Dragonstone learned to live with us slowly.

It did not happen in a day, nor in a week, and certainly not with the easy gratitude that songs gave to grateful villages saved by noble swords. The island had not asked for eleven thousand soldiers, and no amount of orderly conduct could make that number feel small.

Every morning, when the mist lifted from the harbour and revealed our ships, our tents, our banners, and our training lines, Dragonstone was reminded that Rhaenyra’s choice had changed more than her future marriage.

Vaeron turned the first month into a campaign against disorder.

He divided the island into zones, marked roads that could bear wagon traffic, set boundaries no soldier could cross without written purpose, and posted orders in Common Tongue, Low Valyrian, and the trade speech.

The Dread Legion camps settled near the harbour road, the old quarry, and the lower ash fields, while most of the Unsullied remained in stricter formations farther from the villages. It was not separation out of shame, Vaeron said, but separation because fear had to be managed before trust could be asked for.

The veterans understood faster than I expected.

Many of them had lived long enough in foreign lands to know that the first rule of being unwanted was to become useful before becoming visible. They paid for fish, mended fences damaged by wagons, kept weapons sheathed near village lanes, and sent men with carpentry experience to help strengthen the lower road before autumn rain turned it into black mud.

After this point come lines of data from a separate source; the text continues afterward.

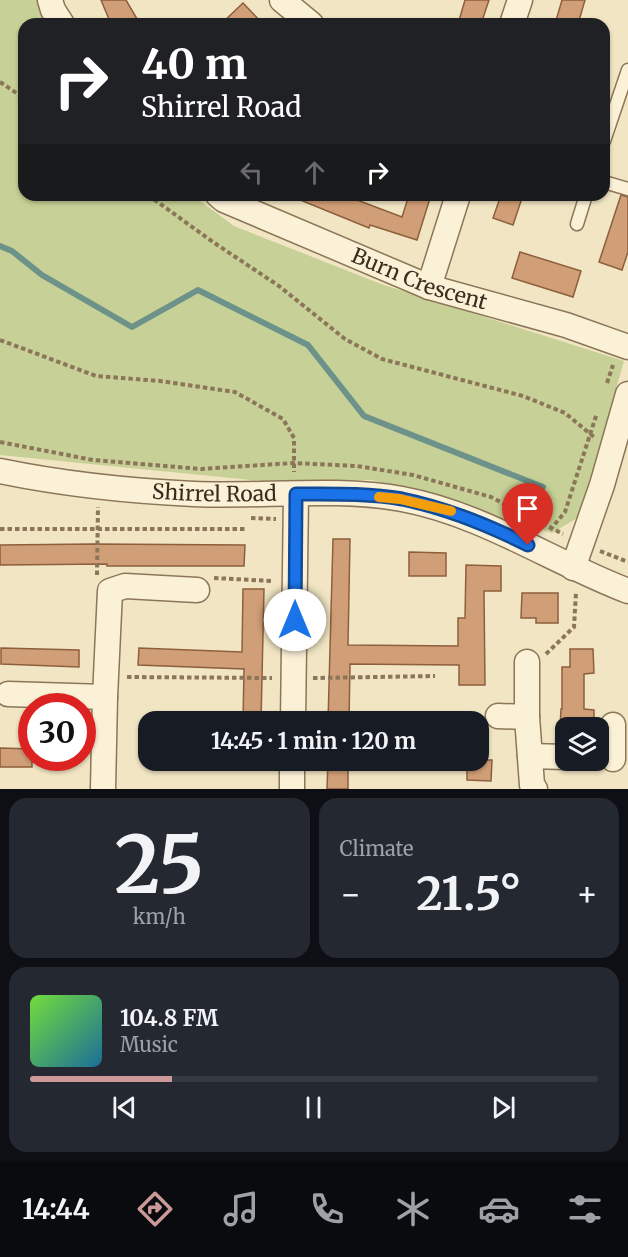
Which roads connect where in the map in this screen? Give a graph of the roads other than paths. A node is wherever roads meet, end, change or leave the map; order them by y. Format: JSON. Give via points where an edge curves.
{"nodes":[{"id":1,"x":50,"y":0,"type":"edge"},
{"id":2,"x":282,"y":0,"type":"edge"},
{"id":3,"x":520,"y":0,"type":"edge"},
{"id":4,"x":58,"y":18,"type":"edge"},
{"id":5,"x":304,"y":18,"type":"edge"},
{"id":6,"x":514,"y":18,"type":"edge"},
{"id":7,"x":628,"y":70,"type":"edge"},
{"id":8,"x":610,"y":123,"type":"edge"},
{"id":9,"x":610,"y":184,"type":"edge"},
{"id":10,"x":628,"y":189,"type":"edge"},
{"id":11,"x":226,"y":201,"type":"edge"},
{"id":12,"x":456,"y":201,"type":"edge"},
{"id":13,"x":584,"y":201,"type":"edge"},
{"id":14,"x":577,"y":224,"type":"dead end"},
{"id":15,"x":429,"y":287,"type":"junction"},
{"id":16,"x":623,"y":345,"type":"edge"},
{"id":17,"x":616,"y":394,"type":"edge"},
{"id":18,"x":0,"y":471,"type":"edge"},
{"id":19,"x":296,"y":494,"type":"junction"},
{"id":20,"x":576,"y":569,"type":"junction"},
{"id":21,"x":197,"y":590,"type":"road end"},
{"id":22,"x":628,"y":591,"type":"edge"},
{"id":23,"x":527,"y":662,"type":"road end"},
{"id":24,"x":8,"y":694,"type":"dead end"},
{"id":25,"x":105,"y":697,"type":"junction"},
{"id":26,"x":293,"y":711,"type":"edge"},
{"id":27,"x":498,"y":716,"type":"dead end"},
{"id":28,"x":527,"y":717,"type":"junction"},
{"id":29,"x":613,"y":725,"type":"dead end"},
{"id":30,"x":530,"y":756,"type":"junction"},
{"id":31,"x":555,"y":757,"type":"edge"},
{"id":32,"x":613,"y":759,"type":"edge"},
{"id":33,"x":292,"y":771,"type":"edge"},
{"id":34,"x":103,"y":789,"type":"edge"},
{"id":35,"x":292,"y":789,"type":"edge"},
{"id":36,"x":535,"y":789,"type":"edge"}],
"edges":[{"from":1,"to":4,"type":"street"},
{"from":2,"to":5,"type":"street"},
{"from":3,"to":6,"type":"street"},
{"from":7,"to":8,"type":"lane"},
{"from":9,"to":10,"type":"lane"},
{"from":11,"to":15,"type":"street","name":"Burn Crescent"},
{"from":12,"to":15,"type":"street"},
{"from":13,"to":14,"type":"lane"},
{"from":15,"to":16,"type":"street","name":"Burn Crescent"},
{"from":17,"to":20,"type":"street","via":[[612,450]]},
{"from":18,"to":19,"type":"street","name":"Shirrel Road","via":[[32,478],[194,494]]},
{"from":19,"to":20,"type":"street","name":"Shirrel Road","via":[[400,499],[446,509]]},
{"from":19,"to":26,"type":"street"},
{"from":20,"to":22,"type":"street","name":"Shirrel Road"},
{"from":21,"to":25,"type":"street","via":[[125,586],[110,591]]},
{"from":23,"to":28,"type":"street"},
{"from":24,"to":25,"type":"street"},
{"from":25,"to":34,"type":"street"},
{"from":27,"to":28,"type":"street"},
{"from":28,"to":30,"type":"street"},
{"from":29,"to":32,"type":"street"},
{"from":30,"to":31,"type":"street"},
{"from":30,"to":36,"type":"street"},
{"from":33,"to":35,"type":"street"}]}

Jasper’s infantry helped drag stone from the quarry for repairs, Rollis made sure older villagers were not crowded aside during market hours, and Landrey swore at the island’s grass for being poor horse feed before arranging to move most of the mounts to better grazing off-island.

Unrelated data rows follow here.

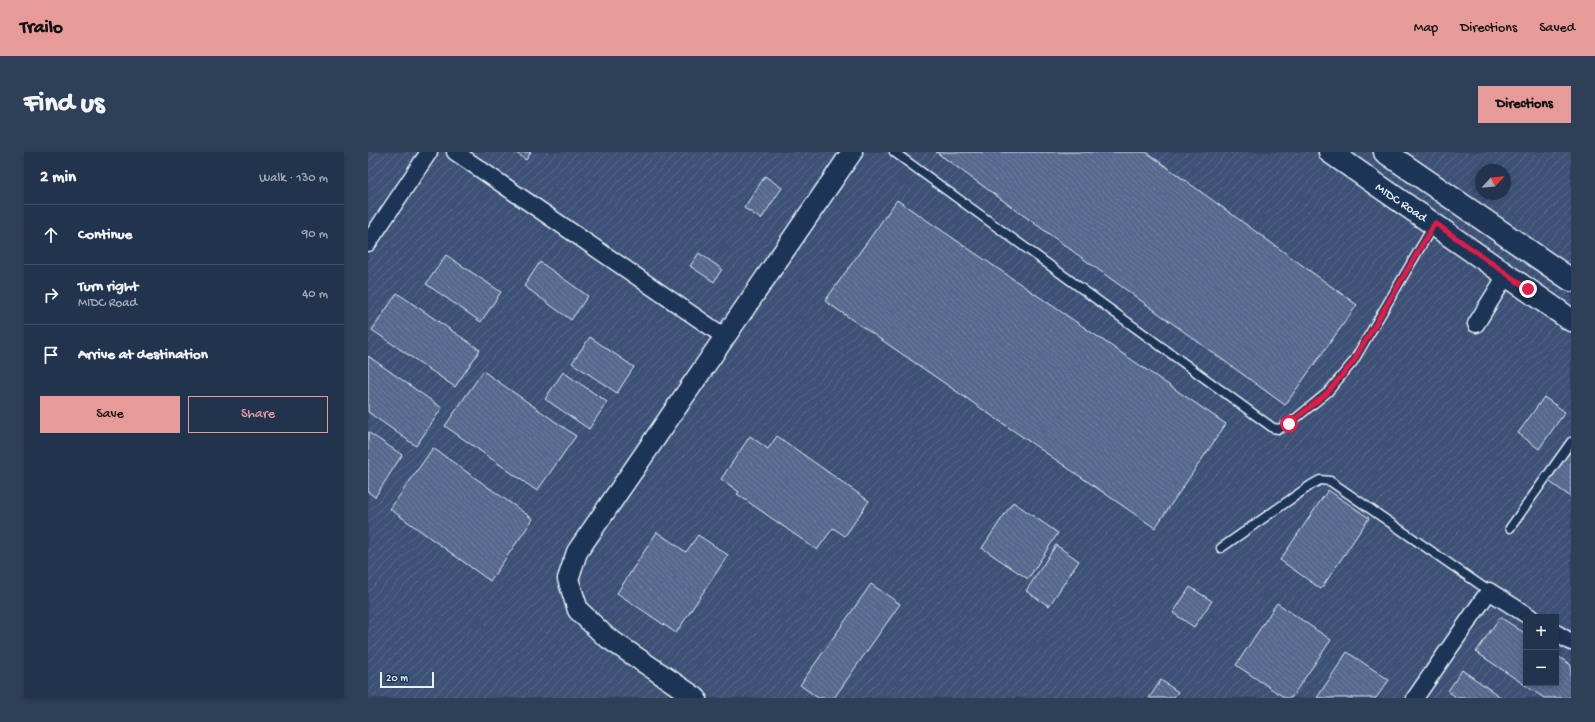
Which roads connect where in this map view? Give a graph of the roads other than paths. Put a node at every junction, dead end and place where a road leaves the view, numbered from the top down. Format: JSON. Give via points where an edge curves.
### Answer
{"nodes":[{"id":1,"x":429,"y":152,"type":"edge"},
{"id":2,"x":455,"y":152,"type":"edge"},
{"id":3,"x":852,"y":152,"type":"edge"},
{"id":4,"x":894,"y":152,"type":"edge"},
{"id":5,"x":1330,"y":152,"type":"edge"},
{"id":6,"x":1385,"y":152,"type":"edge"},
{"id":7,"x":1435,"y":223,"type":"junction"},
{"id":8,"x":368,"y":243,"type":"edge"},
{"id":9,"x":1507,"y":274,"type":"junction"},
{"id":10,"x":1571,"y":280,"type":"edge"},
{"id":11,"x":1571,"y":320,"type":"edge"},
{"id":12,"x":1476,"y":324,"type":"dead end"},
{"id":13,"x":725,"y":337,"type":"junction"},
{"id":14,"x":1571,"y":442,"type":"edge"},
{"id":15,"x":1510,"y":528,"type":"dead end"},
{"id":16,"x":1221,"y":548,"type":"dead end"},
{"id":17,"x":1489,"y":591,"type":"junction"},
{"id":18,"x":1525,"y":614,"type":"edge"},
{"id":19,"x":1559,"y":635,"type":"edge"},
{"id":20,"x":1571,"y":642,"type":"edge"},
{"id":21,"x":696,"y":698,"type":"edge"},
{"id":22,"x":1415,"y":698,"type":"edge"}],
"edges":[{"from":1,"to":8,"type":"street"},
{"from":2,"to":13,"type":"street"},
{"from":3,"to":13,"type":"street"},
{"from":4,"to":7,"type":"lane","via":[[1273,428],[1280,429],[1328,392],[1353,362]]},
{"from":5,"to":7,"type":"main road","name":"MIDC Road"},
{"from":6,"to":10,"type":"main road"},
{"from":7,"to":9,"type":"main road","name":"MIDC Road"},
{"from":9,"to":11,"type":"main road","name":"MIDC Road"},
{"from":9,"to":12,"type":"street"},
{"from":13,"to":21,"type":"street","via":[[577,552],[568,579],[578,610],[605,636]]},
{"from":14,"to":15,"type":"lane"},
{"from":16,"to":17,"type":"lane","via":[[1320,480],[1330,482]]},
{"from":17,"to":18,"type":"street"},
{"from":17,"to":22,"type":"street"},
{"from":19,"to":20,"type":"street"}]}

The effort was real. So was the fear.

Villagers took our coin but often held it as if it might bite. Fishermen counted every barrel sold to us twice, then watched our clerks write the payment down as if the ink itself were a trick.

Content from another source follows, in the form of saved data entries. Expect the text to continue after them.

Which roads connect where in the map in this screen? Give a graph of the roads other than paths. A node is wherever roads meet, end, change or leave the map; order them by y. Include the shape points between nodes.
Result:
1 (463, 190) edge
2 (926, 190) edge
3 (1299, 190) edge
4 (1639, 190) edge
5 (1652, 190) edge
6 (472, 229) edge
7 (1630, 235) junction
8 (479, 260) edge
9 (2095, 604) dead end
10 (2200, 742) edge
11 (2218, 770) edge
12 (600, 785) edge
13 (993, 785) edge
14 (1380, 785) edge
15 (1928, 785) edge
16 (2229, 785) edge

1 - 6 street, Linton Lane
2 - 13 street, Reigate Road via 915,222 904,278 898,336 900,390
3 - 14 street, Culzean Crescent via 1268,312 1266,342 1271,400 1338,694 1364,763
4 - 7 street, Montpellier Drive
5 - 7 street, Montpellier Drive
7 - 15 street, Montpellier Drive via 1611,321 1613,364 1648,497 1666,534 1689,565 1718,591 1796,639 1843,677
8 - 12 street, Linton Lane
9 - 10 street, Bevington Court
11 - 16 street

Women drew children closer when patrols passed, and men who had never owned more than a knife for gutting fish suddenly stood in doorways with the tense pride of people pretending they were not frightened in their own homes.

The Unsullied unsettled them most.

Dread Legion veterans laughed too loudly, cursed in familiar ways, complained about food, gambled when allowed, and looked enough like ordinary men that a villager could eventually decide whether to dislike one personally.

The Unsullied gave them no such comfort. They stood in perfect ranks, ate without quarrel, drilled without complaint, and obeyed every order so cleanly that the smallfolk began whispering that they were not men at all, but weapons wearing skin.

I hated those whispers. I hated that I understood them.

On the ninth day, a child dropped a wooden fish near the lower road while a formation of Unsullied marched past. His mother froze, too afraid to step forward and too proud to ask for help.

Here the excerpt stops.